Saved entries
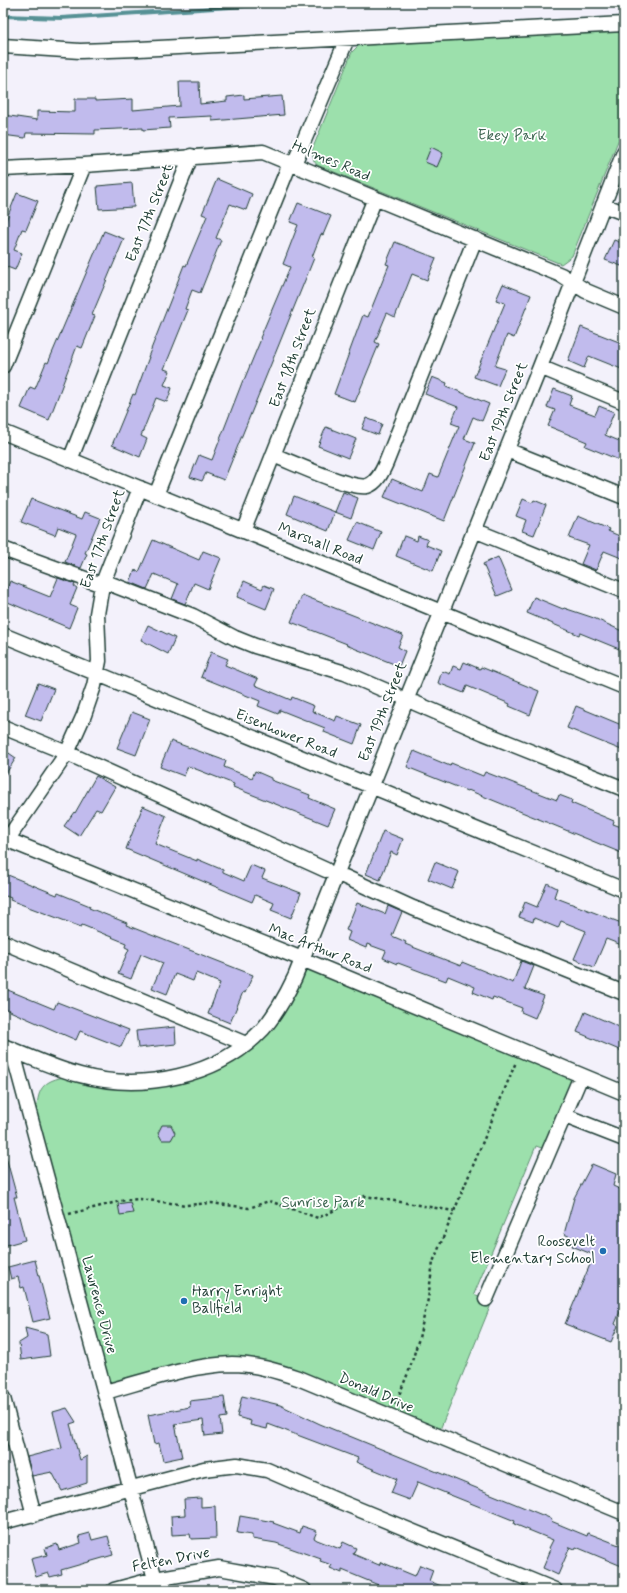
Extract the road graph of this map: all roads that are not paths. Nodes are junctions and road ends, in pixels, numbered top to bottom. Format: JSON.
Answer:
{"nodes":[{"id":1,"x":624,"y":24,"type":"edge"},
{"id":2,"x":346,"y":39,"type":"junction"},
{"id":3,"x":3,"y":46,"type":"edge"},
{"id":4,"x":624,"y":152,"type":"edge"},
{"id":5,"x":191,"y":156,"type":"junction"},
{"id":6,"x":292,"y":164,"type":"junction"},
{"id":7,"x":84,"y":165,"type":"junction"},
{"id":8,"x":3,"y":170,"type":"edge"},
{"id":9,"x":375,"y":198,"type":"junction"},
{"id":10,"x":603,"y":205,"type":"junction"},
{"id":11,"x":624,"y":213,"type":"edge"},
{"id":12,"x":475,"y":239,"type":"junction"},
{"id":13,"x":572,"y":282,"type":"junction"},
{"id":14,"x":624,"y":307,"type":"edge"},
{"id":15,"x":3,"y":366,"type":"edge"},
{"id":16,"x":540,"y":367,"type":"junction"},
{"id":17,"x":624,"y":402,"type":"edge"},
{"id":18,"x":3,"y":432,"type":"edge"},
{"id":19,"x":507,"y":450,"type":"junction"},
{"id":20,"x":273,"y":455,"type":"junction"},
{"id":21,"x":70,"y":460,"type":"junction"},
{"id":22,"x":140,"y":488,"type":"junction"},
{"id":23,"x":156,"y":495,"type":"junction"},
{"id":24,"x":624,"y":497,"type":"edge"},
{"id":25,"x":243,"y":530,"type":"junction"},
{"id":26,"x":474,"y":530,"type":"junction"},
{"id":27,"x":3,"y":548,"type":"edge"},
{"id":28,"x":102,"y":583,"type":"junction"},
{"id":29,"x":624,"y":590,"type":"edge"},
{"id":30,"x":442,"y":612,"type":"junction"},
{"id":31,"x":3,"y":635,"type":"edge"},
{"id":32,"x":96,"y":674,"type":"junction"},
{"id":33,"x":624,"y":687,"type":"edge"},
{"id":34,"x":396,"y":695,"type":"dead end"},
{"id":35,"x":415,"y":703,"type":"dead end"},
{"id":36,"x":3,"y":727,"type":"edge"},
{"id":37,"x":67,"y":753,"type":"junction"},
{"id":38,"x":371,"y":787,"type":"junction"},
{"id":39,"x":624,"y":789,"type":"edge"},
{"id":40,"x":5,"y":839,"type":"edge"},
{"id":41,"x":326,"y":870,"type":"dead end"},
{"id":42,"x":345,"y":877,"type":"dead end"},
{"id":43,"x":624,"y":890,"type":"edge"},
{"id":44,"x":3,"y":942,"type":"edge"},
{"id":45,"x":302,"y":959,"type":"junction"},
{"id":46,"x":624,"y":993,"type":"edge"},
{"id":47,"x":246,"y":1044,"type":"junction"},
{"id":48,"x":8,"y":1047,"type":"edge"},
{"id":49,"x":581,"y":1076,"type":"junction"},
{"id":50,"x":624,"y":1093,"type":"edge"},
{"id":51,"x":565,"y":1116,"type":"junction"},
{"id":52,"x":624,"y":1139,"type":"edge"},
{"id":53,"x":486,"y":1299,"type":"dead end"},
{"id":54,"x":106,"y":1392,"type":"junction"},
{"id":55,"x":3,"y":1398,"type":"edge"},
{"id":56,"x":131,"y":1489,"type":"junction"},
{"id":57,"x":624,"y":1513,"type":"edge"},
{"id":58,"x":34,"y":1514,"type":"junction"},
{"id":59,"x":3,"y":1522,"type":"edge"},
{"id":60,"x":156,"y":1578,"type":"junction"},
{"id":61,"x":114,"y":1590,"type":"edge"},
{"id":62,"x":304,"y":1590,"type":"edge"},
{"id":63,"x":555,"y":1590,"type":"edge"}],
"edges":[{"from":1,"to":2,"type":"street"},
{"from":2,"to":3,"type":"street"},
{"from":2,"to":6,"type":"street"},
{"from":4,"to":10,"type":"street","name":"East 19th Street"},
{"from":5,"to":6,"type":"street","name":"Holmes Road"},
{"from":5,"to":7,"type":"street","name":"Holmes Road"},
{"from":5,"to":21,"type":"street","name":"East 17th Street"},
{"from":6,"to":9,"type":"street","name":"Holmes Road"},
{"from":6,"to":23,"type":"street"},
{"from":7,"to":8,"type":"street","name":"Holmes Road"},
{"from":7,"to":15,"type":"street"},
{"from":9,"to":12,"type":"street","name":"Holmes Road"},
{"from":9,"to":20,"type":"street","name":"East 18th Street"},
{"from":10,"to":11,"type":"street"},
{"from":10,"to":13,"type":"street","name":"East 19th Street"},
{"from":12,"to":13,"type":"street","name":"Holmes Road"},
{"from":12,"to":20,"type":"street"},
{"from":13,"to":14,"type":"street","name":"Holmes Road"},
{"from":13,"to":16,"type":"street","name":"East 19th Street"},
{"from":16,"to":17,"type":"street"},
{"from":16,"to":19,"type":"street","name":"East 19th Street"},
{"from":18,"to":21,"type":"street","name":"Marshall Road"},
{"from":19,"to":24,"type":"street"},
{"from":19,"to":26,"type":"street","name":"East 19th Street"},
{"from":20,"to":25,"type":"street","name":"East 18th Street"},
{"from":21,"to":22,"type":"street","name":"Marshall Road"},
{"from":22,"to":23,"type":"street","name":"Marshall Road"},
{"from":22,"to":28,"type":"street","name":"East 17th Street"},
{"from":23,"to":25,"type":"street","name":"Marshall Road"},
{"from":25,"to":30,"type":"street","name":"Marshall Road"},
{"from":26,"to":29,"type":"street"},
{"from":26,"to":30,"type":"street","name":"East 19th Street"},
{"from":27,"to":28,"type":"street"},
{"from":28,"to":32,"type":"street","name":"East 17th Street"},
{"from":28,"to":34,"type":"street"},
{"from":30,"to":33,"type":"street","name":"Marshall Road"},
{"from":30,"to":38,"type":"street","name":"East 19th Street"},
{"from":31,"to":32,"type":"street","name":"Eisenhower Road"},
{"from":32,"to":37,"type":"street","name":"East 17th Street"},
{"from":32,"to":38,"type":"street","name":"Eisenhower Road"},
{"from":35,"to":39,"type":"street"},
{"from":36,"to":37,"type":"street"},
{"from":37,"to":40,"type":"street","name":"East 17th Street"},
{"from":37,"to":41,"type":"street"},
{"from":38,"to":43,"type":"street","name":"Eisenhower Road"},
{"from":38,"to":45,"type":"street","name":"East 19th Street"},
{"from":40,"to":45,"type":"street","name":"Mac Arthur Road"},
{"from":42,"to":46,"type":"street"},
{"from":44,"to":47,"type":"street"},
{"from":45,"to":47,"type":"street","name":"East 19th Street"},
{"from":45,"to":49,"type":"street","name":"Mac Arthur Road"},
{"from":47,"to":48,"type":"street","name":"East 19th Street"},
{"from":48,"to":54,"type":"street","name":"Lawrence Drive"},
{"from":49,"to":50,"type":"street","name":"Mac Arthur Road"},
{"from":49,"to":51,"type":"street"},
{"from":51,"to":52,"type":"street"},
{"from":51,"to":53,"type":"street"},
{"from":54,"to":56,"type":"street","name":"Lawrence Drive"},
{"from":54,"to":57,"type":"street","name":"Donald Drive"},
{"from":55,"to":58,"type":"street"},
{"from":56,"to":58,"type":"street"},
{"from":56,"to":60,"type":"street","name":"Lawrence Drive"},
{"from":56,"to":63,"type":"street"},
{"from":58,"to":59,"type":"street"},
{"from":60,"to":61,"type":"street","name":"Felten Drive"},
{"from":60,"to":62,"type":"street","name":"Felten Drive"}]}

TASK DETAILS:
The answer should match the data above word for word, with no pictures in it.

RESPONSE TO THE EXERCISE:
Extract the road graph of this map: all roads that are not paths. Nodes are junctions and road ends, in pixels, numbered top to bottom. Format: JSON.
Answer:
{"nodes":[{"id":1,"x":624,"y":24,"type":"edge"},
{"id":2,"x":346,"y":39,"type":"junction"},
{"id":3,"x":3,"y":46,"type":"edge"},
{"id":4,"x":624,"y":152,"type":"edge"},
{"id":5,"x":191,"y":156,"type":"junction"},
{"id":6,"x":292,"y":164,"type":"junction"},
{"id":7,"x":84,"y":165,"type":"junction"},
{"id":8,"x":3,"y":170,"type":"edge"},
{"id":9,"x":375,"y":198,"type":"junction"},
{"id":10,"x":603,"y":205,"type":"junction"},
{"id":11,"x":624,"y":213,"type":"edge"},
{"id":12,"x":475,"y":239,"type":"junction"},
{"id":13,"x":572,"y":282,"type":"junction"},
{"id":14,"x":624,"y":307,"type":"edge"},
{"id":15,"x":3,"y":366,"type":"edge"},
{"id":16,"x":540,"y":367,"type":"junction"},
{"id":17,"x":624,"y":402,"type":"edge"},
{"id":18,"x":3,"y":432,"type":"edge"},
{"id":19,"x":507,"y":450,"type":"junction"},
{"id":20,"x":273,"y":455,"type":"junction"},
{"id":21,"x":70,"y":460,"type":"junction"},
{"id":22,"x":140,"y":488,"type":"junction"},
{"id":23,"x":156,"y":495,"type":"junction"},
{"id":24,"x":624,"y":497,"type":"edge"},
{"id":25,"x":243,"y":530,"type":"junction"},
{"id":26,"x":474,"y":530,"type":"junction"},
{"id":27,"x":3,"y":548,"type":"edge"},
{"id":28,"x":102,"y":583,"type":"junction"},
{"id":29,"x":624,"y":590,"type":"edge"},
{"id":30,"x":442,"y":612,"type":"junction"},
{"id":31,"x":3,"y":635,"type":"edge"},
{"id":32,"x":96,"y":674,"type":"junction"},
{"id":33,"x":624,"y":687,"type":"edge"},
{"id":34,"x":396,"y":695,"type":"dead end"},
{"id":35,"x":415,"y":703,"type":"dead end"},
{"id":36,"x":3,"y":727,"type":"edge"},
{"id":37,"x":67,"y":753,"type":"junction"},
{"id":38,"x":371,"y":787,"type":"junction"},
{"id":39,"x":624,"y":789,"type":"edge"},
{"id":40,"x":5,"y":839,"type":"edge"},
{"id":41,"x":326,"y":870,"type":"dead end"},
{"id":42,"x":345,"y":877,"type":"dead end"},
{"id":43,"x":624,"y":890,"type":"edge"},
{"id":44,"x":3,"y":942,"type":"edge"},
{"id":45,"x":302,"y":959,"type":"junction"},
{"id":46,"x":624,"y":993,"type":"edge"},
{"id":47,"x":246,"y":1044,"type":"junction"},
{"id":48,"x":8,"y":1047,"type":"edge"},
{"id":49,"x":581,"y":1076,"type":"junction"},
{"id":50,"x":624,"y":1093,"type":"edge"},
{"id":51,"x":565,"y":1116,"type":"junction"},
{"id":52,"x":624,"y":1139,"type":"edge"},
{"id":53,"x":486,"y":1299,"type":"dead end"},
{"id":54,"x":106,"y":1392,"type":"junction"},
{"id":55,"x":3,"y":1398,"type":"edge"},
{"id":56,"x":131,"y":1489,"type":"junction"},
{"id":57,"x":624,"y":1513,"type":"edge"},
{"id":58,"x":34,"y":1514,"type":"junction"},
{"id":59,"x":3,"y":1522,"type":"edge"},
{"id":60,"x":156,"y":1578,"type":"junction"},
{"id":61,"x":114,"y":1590,"type":"edge"},
{"id":62,"x":304,"y":1590,"type":"edge"},
{"id":63,"x":555,"y":1590,"type":"edge"}],
"edges":[{"from":1,"to":2,"type":"street"},
{"from":2,"to":3,"type":"street"},
{"from":2,"to":6,"type":"street"},
{"from":4,"to":10,"type":"street","name":"East 19th Street"},
{"from":5,"to":6,"type":"street","name":"Holmes Road"},
{"from":5,"to":7,"type":"street","name":"Holmes Road"},
{"from":5,"to":21,"type":"street","name":"East 17th Street"},
{"from":6,"to":9,"type":"street","name":"Holmes Road"},
{"from":6,"to":23,"type":"street"},
{"from":7,"to":8,"type":"street","name":"Holmes Road"},
{"from":7,"to":15,"type":"street"},
{"from":9,"to":12,"type":"street","name":"Holmes Road"},
{"from":9,"to":20,"type":"street","name":"East 18th Street"},
{"from":10,"to":11,"type":"street"},
{"from":10,"to":13,"type":"street","name":"East 19th Street"},
{"from":12,"to":13,"type":"street","name":"Holmes Road"},
{"from":12,"to":20,"type":"street"},
{"from":13,"to":14,"type":"street","name":"Holmes Road"},
{"from":13,"to":16,"type":"street","name":"East 19th Street"},
{"from":16,"to":17,"type":"street"},
{"from":16,"to":19,"type":"street","name":"East 19th Street"},
{"from":18,"to":21,"type":"street","name":"Marshall Road"},
{"from":19,"to":24,"type":"street"},
{"from":19,"to":26,"type":"street","name":"East 19th Street"},
{"from":20,"to":25,"type":"street","name":"East 18th Street"},
{"from":21,"to":22,"type":"street","name":"Marshall Road"},
{"from":22,"to":23,"type":"street","name":"Marshall Road"},
{"from":22,"to":28,"type":"street","name":"East 17th Street"},
{"from":23,"to":25,"type":"street","name":"Marshall Road"},
{"from":25,"to":30,"type":"street","name":"Marshall Road"},
{"from":26,"to":29,"type":"street"},
{"from":26,"to":30,"type":"street","name":"East 19th Street"},
{"from":27,"to":28,"type":"street"},
{"from":28,"to":32,"type":"street","name":"East 17th Street"},
{"from":28,"to":34,"type":"street"},
{"from":30,"to":33,"type":"street","name":"Marshall Road"},
{"from":30,"to":38,"type":"street","name":"East 19th Street"},
{"from":31,"to":32,"type":"street","name":"Eisenhower Road"},
{"from":32,"to":37,"type":"street","name":"East 17th Street"},
{"from":32,"to":38,"type":"street","name":"Eisenhower Road"},
{"from":35,"to":39,"type":"street"},
{"from":36,"to":37,"type":"street"},
{"from":37,"to":40,"type":"street","name":"East 17th Street"},
{"from":37,"to":41,"type":"street"},
{"from":38,"to":43,"type":"street","name":"Eisenhower Road"},
{"from":38,"to":45,"type":"street","name":"East 19th Street"},
{"from":40,"to":45,"type":"street","name":"Mac Arthur Road"},
{"from":42,"to":46,"type":"street"},
{"from":44,"to":47,"type":"street"},
{"from":45,"to":47,"type":"street","name":"East 19th Street"},
{"from":45,"to":49,"type":"street","name":"Mac Arthur Road"},
{"from":47,"to":48,"type":"street","name":"East 19th Street"},
{"from":48,"to":54,"type":"street","name":"Lawrence Drive"},
{"from":49,"to":50,"type":"street","name":"Mac Arthur Road"},
{"from":49,"to":51,"type":"street"},
{"from":51,"to":52,"type":"street"},
{"from":51,"to":53,"type":"street"},
{"from":54,"to":56,"type":"street","name":"Lawrence Drive"},
{"from":54,"to":57,"type":"street","name":"Donald Drive"},
{"from":55,"to":58,"type":"street"},
{"from":56,"to":58,"type":"street"},
{"from":56,"to":60,"type":"street","name":"Lawrence Drive"},
{"from":56,"to":63,"type":"street"},
{"from":58,"to":59,"type":"street"},
{"from":60,"to":61,"type":"street","name":"Felten Drive"},
{"from":60,"to":62,"type":"street","name":"Felten Drive"}]}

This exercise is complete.